What he does know for sure is that his defense still has plenty of work to do before it defends someone for real on Saturday, Aug. 30.
“There isn’t one group that is doing an outstanding job,” Casteel said Monday evening. “We’re in a process and we keep installing things every day. That will slow down eventually, but we have a long way to go as a group.”
On paper the strongest area of the defense is a linebacker corps that could be two deep at all three spots. Even if Williams isn’t ready for Villanova West Virginia has enough quality players at middle linebacker to get by. Yet having Williams on the field makes a big difference because he knows the defense so well. Senior Mortty Ivy and sophomore J.T. Thomas are also big-league performers.
“The defense has some linebackers who can make some plays,” Casteel said. “But the guys that went unsung were those guys with their hands in the dirt. Those guys are the ones that make plays for the linebackers and our linebackers realize that.”
One of the young linebackers really coming on this fall is sophomore Pat Lazear, who admits he has a much better understanding of the defense now that he has a spring under his belt.
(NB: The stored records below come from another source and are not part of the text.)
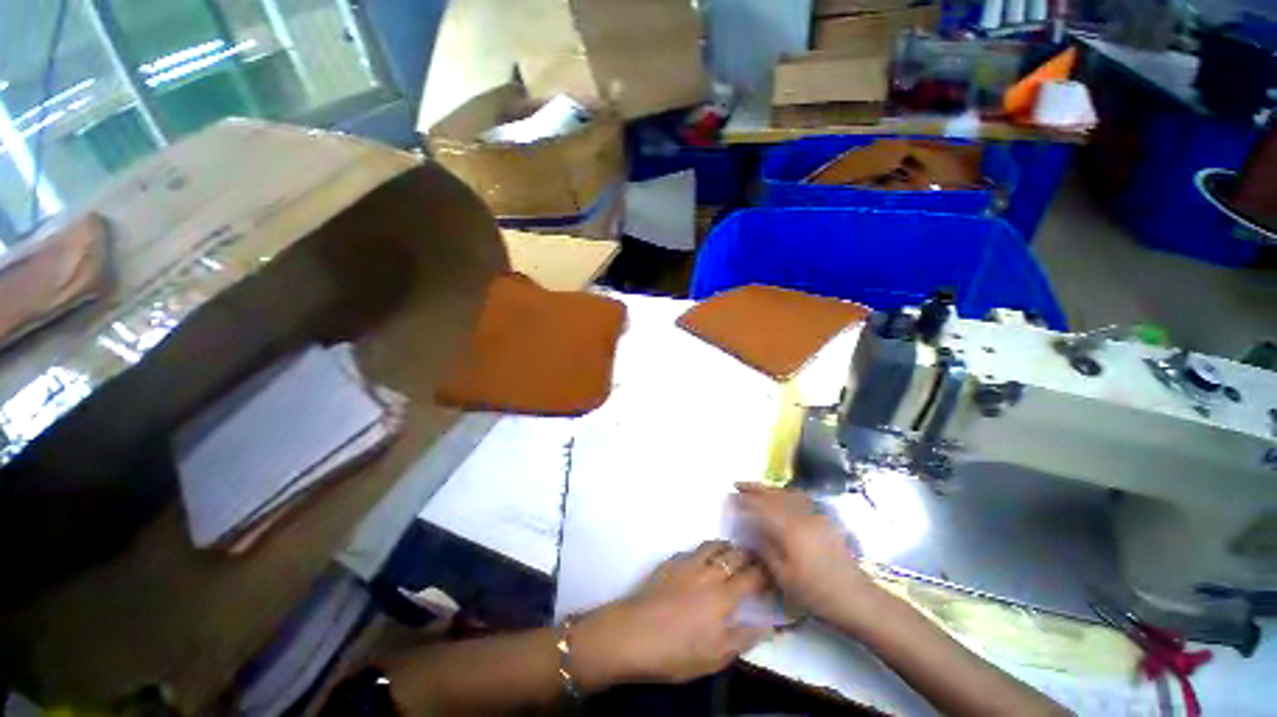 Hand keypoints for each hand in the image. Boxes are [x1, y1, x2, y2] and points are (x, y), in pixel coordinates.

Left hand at [572, 540, 772, 688]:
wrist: (634, 633)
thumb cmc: (676, 651)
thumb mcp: (715, 656)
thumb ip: (743, 638)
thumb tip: (768, 626)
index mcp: (723, 596)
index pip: (752, 576)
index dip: (766, 573)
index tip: (773, 574)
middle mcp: (708, 572)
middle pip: (735, 553)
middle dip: (749, 554)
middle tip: (755, 561)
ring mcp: (687, 563)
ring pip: (713, 545)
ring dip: (726, 547)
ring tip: (731, 555)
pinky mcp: (671, 561)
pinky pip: (693, 549)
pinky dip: (704, 551)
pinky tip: (701, 561)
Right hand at [733, 483, 879, 631]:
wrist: (856, 599)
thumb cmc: (816, 593)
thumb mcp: (783, 576)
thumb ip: (764, 548)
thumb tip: (749, 529)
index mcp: (789, 529)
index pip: (760, 507)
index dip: (743, 501)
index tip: (729, 498)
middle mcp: (801, 515)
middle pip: (773, 495)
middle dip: (753, 489)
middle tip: (736, 485)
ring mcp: (815, 515)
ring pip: (786, 494)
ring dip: (768, 489)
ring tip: (754, 488)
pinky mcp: (824, 519)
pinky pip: (798, 498)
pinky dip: (784, 493)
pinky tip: (780, 497) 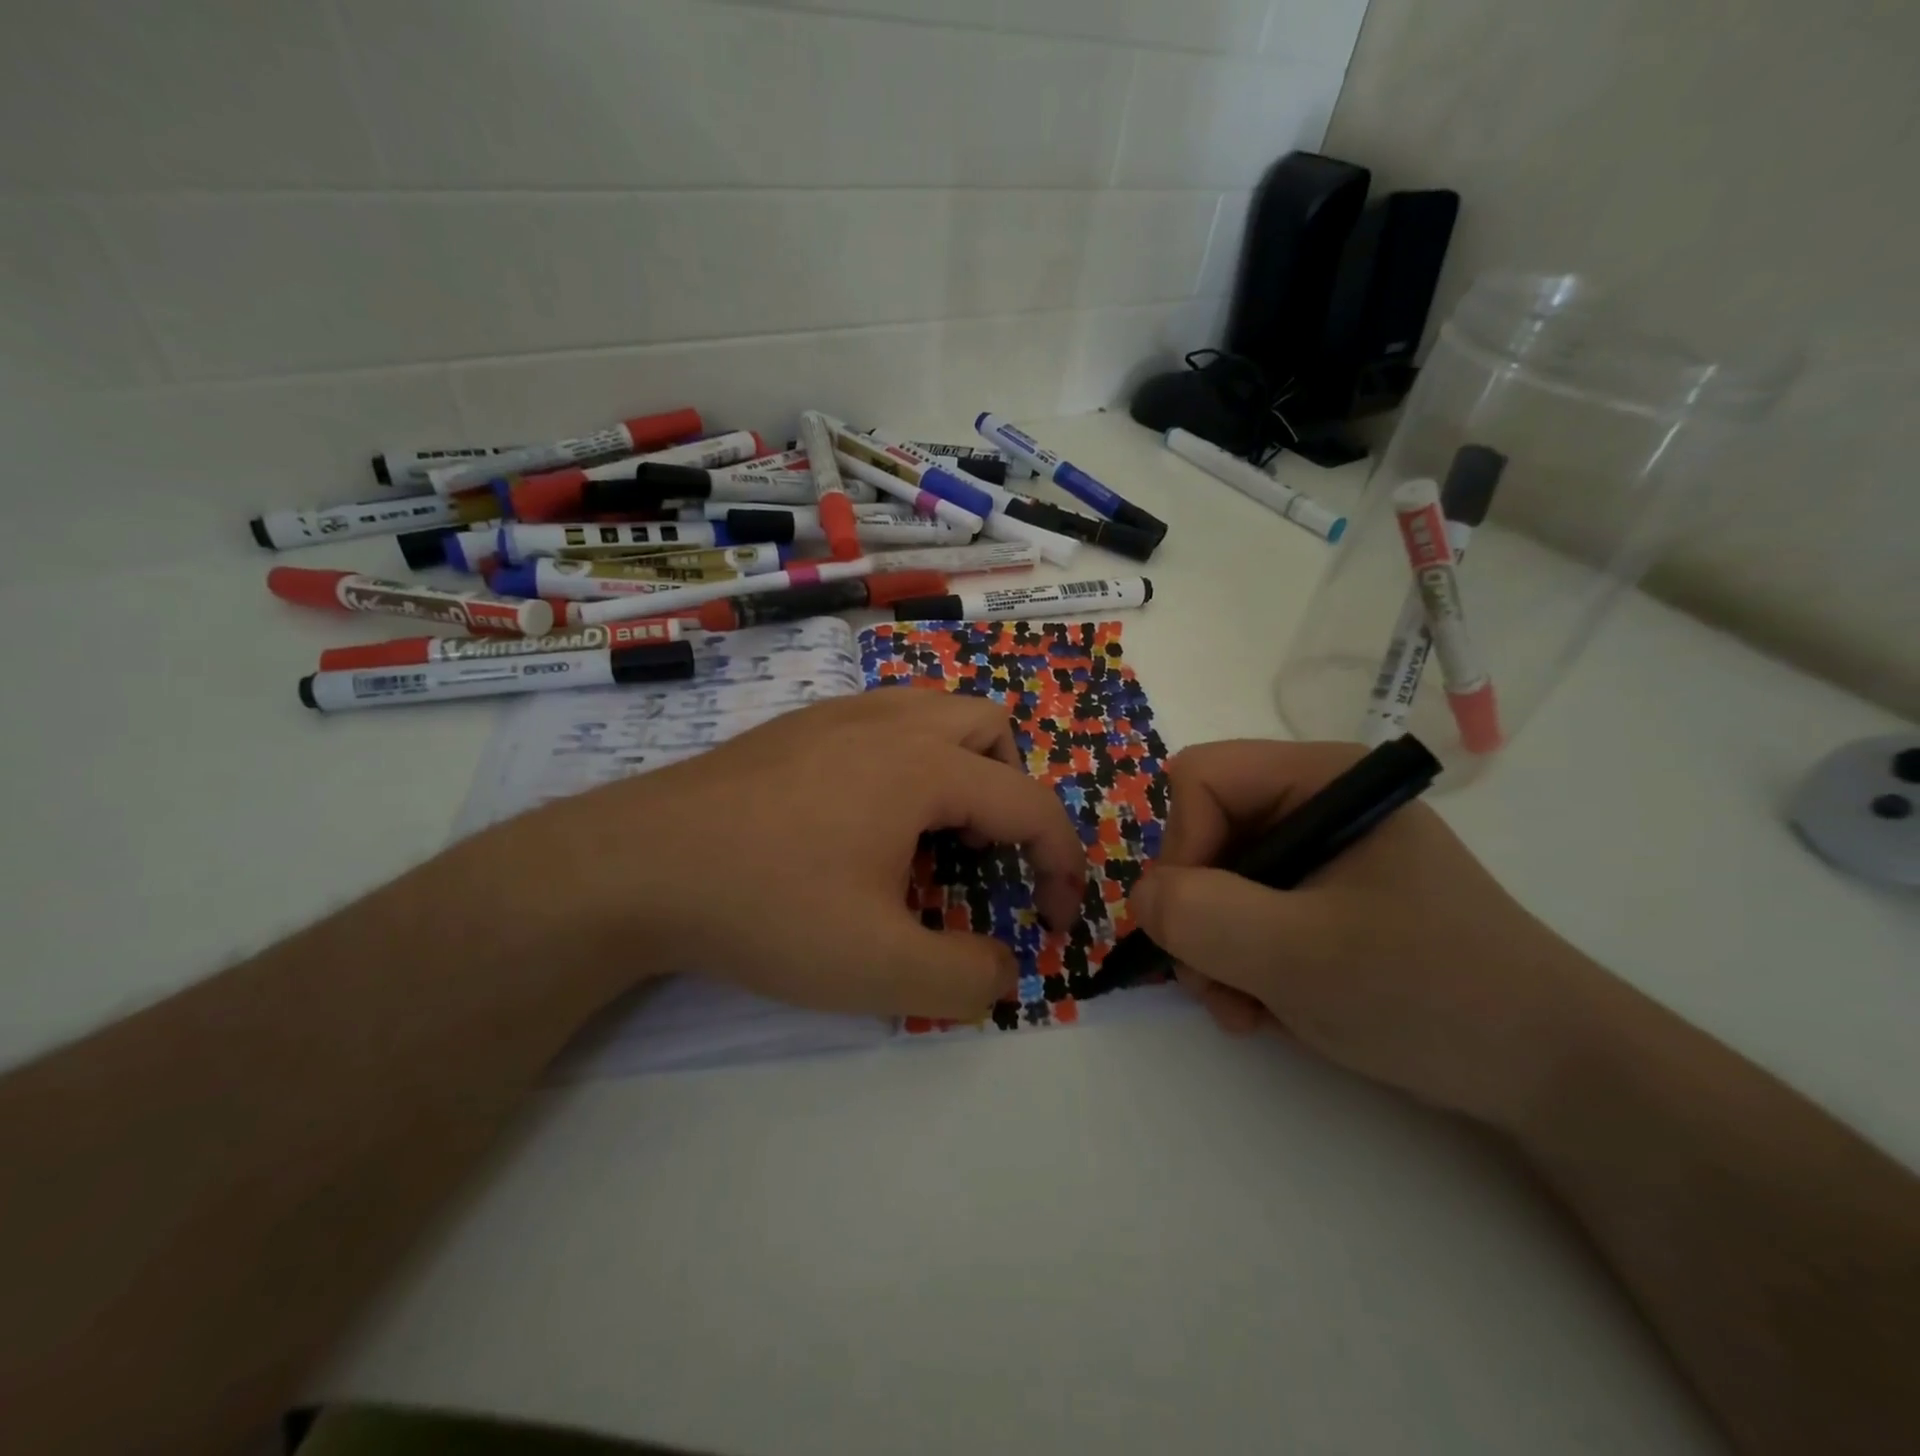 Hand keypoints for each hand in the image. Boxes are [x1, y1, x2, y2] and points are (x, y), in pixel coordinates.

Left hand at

“Pat played well and we moved him the last weeks of spring practice,” Casteel said. “He has had a good camp and we’re pushing him – along with his teammates. We have some options but we’re looking for him to take the job. He isn’t a finished product by any means but he’s making progress on the field every day.”
West Virginia’s defense got a big boost from the NCAA Tuesday afternoon when senior Pat Liebig was finally cleared to play a fifth season. Liebig knows all three defensive line positions and his strength, maturity and knowledge of the defense makes him a real appealing commodity in the eyes of defensive line coach Bill Kirelawich. If teams chose to go big and try to run the ball down West Virginia’s throat Kirelawich has another big guy to go to up front along with sophomores Chris Neild and Scooter Berry.
The defensive backend remains a work in progress right now with secondary coaches David Lockwood and Steve Dunlap rotating different combinations to try and find the right five guys. One of those five could be 6-foot-4-inch true freshman Robert Sands at safety. Despite being in camp for just a week and a half, Casteel wouldn’t be surprised if Sands is on the field in the opener against Villanova.
“He has really progressed and he’s a smart kid and a great athlete,” Casteel said. “We’re really pleased with him. He has a lot of ability but he’s going to make a lot of mistakes as a young guy. Every day he is making plays and (Monday) he was running with the ones and the twos.”
One of the categories Casteel’s defenses have always excelled in is turnovers caused. Last year the Mountaineers were ranked ninth in the country in turnover margin, second in the country in fumbles gained and tied for 35th in the country in interceptions.
“It’s a game of turnovers and it’s something we stress with our guys,” Casteel said. “We try to get that in our mind and that is a game changer, and we’re trying to get that into their minds at camp.
“We’re going to get as many fast guys on the field as we can and those who can tackle in space,” Casteel added. “That’s the game. It’s a strike game at this level – it’s not a collision game that you might see in a high school game where they just run into each other. At this level, you have to move your feet and be able to strike and those are the types of things that we’re trying to get across to our guys.”
With so many schools now adopting some form of the spread offense Jeff Casteel says it is doubly important for defenses to have as many fast guys on the field as possible.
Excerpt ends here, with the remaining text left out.